**What to work on**
Each record that follows must be given again without alteration.

***** Provided records *****

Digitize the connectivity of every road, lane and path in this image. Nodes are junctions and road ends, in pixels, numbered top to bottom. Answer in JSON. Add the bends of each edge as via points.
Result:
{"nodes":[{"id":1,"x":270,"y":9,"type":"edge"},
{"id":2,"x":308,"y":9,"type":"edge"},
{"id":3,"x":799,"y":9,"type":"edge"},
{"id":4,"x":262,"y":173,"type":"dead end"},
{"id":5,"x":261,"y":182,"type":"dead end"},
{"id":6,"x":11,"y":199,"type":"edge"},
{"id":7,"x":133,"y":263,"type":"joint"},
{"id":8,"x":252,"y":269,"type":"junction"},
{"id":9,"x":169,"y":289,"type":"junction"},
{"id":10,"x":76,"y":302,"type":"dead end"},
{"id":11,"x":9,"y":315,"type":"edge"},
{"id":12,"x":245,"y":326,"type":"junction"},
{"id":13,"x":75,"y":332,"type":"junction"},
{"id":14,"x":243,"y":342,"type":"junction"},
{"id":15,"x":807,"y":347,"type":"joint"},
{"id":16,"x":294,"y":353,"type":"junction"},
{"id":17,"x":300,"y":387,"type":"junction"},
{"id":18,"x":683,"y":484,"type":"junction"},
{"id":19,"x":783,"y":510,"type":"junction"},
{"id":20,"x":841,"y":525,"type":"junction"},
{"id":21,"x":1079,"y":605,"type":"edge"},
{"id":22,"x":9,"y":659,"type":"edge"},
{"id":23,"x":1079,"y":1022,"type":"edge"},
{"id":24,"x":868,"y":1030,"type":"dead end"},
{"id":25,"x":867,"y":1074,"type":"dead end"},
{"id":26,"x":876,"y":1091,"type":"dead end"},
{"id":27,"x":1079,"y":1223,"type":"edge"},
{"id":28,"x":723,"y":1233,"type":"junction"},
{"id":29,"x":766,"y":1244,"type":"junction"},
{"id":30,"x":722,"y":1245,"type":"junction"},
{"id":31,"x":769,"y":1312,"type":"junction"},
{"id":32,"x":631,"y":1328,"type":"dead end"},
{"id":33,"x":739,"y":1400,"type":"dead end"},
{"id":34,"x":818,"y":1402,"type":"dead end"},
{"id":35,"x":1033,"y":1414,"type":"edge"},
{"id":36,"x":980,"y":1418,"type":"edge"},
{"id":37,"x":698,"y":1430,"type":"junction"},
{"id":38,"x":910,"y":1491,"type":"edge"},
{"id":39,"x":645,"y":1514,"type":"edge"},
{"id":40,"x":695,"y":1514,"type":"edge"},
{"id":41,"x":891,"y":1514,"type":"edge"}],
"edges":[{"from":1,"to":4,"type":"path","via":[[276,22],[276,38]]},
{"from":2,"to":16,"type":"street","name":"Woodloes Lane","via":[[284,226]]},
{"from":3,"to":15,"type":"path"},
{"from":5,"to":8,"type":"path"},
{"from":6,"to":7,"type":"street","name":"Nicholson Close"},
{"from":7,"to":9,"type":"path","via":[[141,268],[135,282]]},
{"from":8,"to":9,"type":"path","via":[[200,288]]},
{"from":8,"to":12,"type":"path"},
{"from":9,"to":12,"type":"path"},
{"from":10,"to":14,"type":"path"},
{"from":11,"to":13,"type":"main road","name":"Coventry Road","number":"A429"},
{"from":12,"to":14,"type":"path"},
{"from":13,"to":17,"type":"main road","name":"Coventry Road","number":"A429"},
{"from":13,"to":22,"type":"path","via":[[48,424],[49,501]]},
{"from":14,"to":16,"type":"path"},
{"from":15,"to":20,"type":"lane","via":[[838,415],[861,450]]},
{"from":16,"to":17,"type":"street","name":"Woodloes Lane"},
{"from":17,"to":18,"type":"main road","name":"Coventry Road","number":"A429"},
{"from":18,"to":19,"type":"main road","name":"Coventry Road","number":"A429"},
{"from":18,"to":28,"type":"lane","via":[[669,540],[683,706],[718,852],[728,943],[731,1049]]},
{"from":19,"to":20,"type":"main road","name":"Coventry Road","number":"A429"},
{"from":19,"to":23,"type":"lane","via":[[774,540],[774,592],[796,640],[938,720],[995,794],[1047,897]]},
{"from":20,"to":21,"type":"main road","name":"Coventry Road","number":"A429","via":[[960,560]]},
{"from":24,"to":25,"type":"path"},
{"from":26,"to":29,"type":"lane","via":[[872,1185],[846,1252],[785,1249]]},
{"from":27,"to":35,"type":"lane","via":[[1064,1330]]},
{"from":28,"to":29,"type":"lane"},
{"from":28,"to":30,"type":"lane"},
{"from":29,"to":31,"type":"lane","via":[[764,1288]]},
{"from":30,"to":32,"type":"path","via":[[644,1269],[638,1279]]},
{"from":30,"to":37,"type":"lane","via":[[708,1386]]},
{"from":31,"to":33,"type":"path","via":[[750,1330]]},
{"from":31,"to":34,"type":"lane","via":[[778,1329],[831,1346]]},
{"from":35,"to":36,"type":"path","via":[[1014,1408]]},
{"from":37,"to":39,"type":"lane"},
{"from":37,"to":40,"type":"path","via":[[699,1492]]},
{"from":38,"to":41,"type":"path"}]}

*****

**Solution to this task**
Digitize the connectivity of every road, lane and path in this image. Nodes are junctions and road ends, in pixels, numbered top to bottom. Answer in JSON. Add the bends of each edge as via points.
Result:
{"nodes":[{"id":1,"x":270,"y":9,"type":"edge"},
{"id":2,"x":308,"y":9,"type":"edge"},
{"id":3,"x":799,"y":9,"type":"edge"},
{"id":4,"x":262,"y":173,"type":"dead end"},
{"id":5,"x":261,"y":182,"type":"dead end"},
{"id":6,"x":11,"y":199,"type":"edge"},
{"id":7,"x":133,"y":263,"type":"joint"},
{"id":8,"x":252,"y":269,"type":"junction"},
{"id":9,"x":169,"y":289,"type":"junction"},
{"id":10,"x":76,"y":302,"type":"dead end"},
{"id":11,"x":9,"y":315,"type":"edge"},
{"id":12,"x":245,"y":326,"type":"junction"},
{"id":13,"x":75,"y":332,"type":"junction"},
{"id":14,"x":243,"y":342,"type":"junction"},
{"id":15,"x":807,"y":347,"type":"joint"},
{"id":16,"x":294,"y":353,"type":"junction"},
{"id":17,"x":300,"y":387,"type":"junction"},
{"id":18,"x":683,"y":484,"type":"junction"},
{"id":19,"x":783,"y":510,"type":"junction"},
{"id":20,"x":841,"y":525,"type":"junction"},
{"id":21,"x":1079,"y":605,"type":"edge"},
{"id":22,"x":9,"y":659,"type":"edge"},
{"id":23,"x":1079,"y":1022,"type":"edge"},
{"id":24,"x":868,"y":1030,"type":"dead end"},
{"id":25,"x":867,"y":1074,"type":"dead end"},
{"id":26,"x":876,"y":1091,"type":"dead end"},
{"id":27,"x":1079,"y":1223,"type":"edge"},
{"id":28,"x":723,"y":1233,"type":"junction"},
{"id":29,"x":766,"y":1244,"type":"junction"},
{"id":30,"x":722,"y":1245,"type":"junction"},
{"id":31,"x":769,"y":1312,"type":"junction"},
{"id":32,"x":631,"y":1328,"type":"dead end"},
{"id":33,"x":739,"y":1400,"type":"dead end"},
{"id":34,"x":818,"y":1402,"type":"dead end"},
{"id":35,"x":1033,"y":1414,"type":"edge"},
{"id":36,"x":980,"y":1418,"type":"edge"},
{"id":37,"x":698,"y":1430,"type":"junction"},
{"id":38,"x":910,"y":1491,"type":"edge"},
{"id":39,"x":645,"y":1514,"type":"edge"},
{"id":40,"x":695,"y":1514,"type":"edge"},
{"id":41,"x":891,"y":1514,"type":"edge"}],
"edges":[{"from":1,"to":4,"type":"path","via":[[276,22],[276,38]]},
{"from":2,"to":16,"type":"street","name":"Woodloes Lane","via":[[284,226]]},
{"from":3,"to":15,"type":"path"},
{"from":5,"to":8,"type":"path"},
{"from":6,"to":7,"type":"street","name":"Nicholson Close"},
{"from":7,"to":9,"type":"path","via":[[141,268],[135,282]]},
{"from":8,"to":9,"type":"path","via":[[200,288]]},
{"from":8,"to":12,"type":"path"},
{"from":9,"to":12,"type":"path"},
{"from":10,"to":14,"type":"path"},
{"from":11,"to":13,"type":"main road","name":"Coventry Road","number":"A429"},
{"from":12,"to":14,"type":"path"},
{"from":13,"to":17,"type":"main road","name":"Coventry Road","number":"A429"},
{"from":13,"to":22,"type":"path","via":[[48,424],[49,501]]},
{"from":14,"to":16,"type":"path"},
{"from":15,"to":20,"type":"lane","via":[[838,415],[861,450]]},
{"from":16,"to":17,"type":"street","name":"Woodloes Lane"},
{"from":17,"to":18,"type":"main road","name":"Coventry Road","number":"A429"},
{"from":18,"to":19,"type":"main road","name":"Coventry Road","number":"A429"},
{"from":18,"to":28,"type":"lane","via":[[669,540],[683,706],[718,852],[728,943],[731,1049]]},
{"from":19,"to":20,"type":"main road","name":"Coventry Road","number":"A429"},
{"from":19,"to":23,"type":"lane","via":[[774,540],[774,592],[796,640],[938,720],[995,794],[1047,897]]},
{"from":20,"to":21,"type":"main road","name":"Coventry Road","number":"A429","via":[[960,560]]},
{"from":24,"to":25,"type":"path"},
{"from":26,"to":29,"type":"lane","via":[[872,1185],[846,1252],[785,1249]]},
{"from":27,"to":35,"type":"lane","via":[[1064,1330]]},
{"from":28,"to":29,"type":"lane"},
{"from":28,"to":30,"type":"lane"},
{"from":29,"to":31,"type":"lane","via":[[764,1288]]},
{"from":30,"to":32,"type":"path","via":[[644,1269],[638,1279]]},
{"from":30,"to":37,"type":"lane","via":[[708,1386]]},
{"from":31,"to":33,"type":"path","via":[[750,1330]]},
{"from":31,"to":34,"type":"lane","via":[[778,1329],[831,1346]]},
{"from":35,"to":36,"type":"path","via":[[1014,1408]]},
{"from":37,"to":39,"type":"lane"},
{"from":37,"to":40,"type":"path","via":[[699,1492]]},
{"from":38,"to":41,"type":"path"}]}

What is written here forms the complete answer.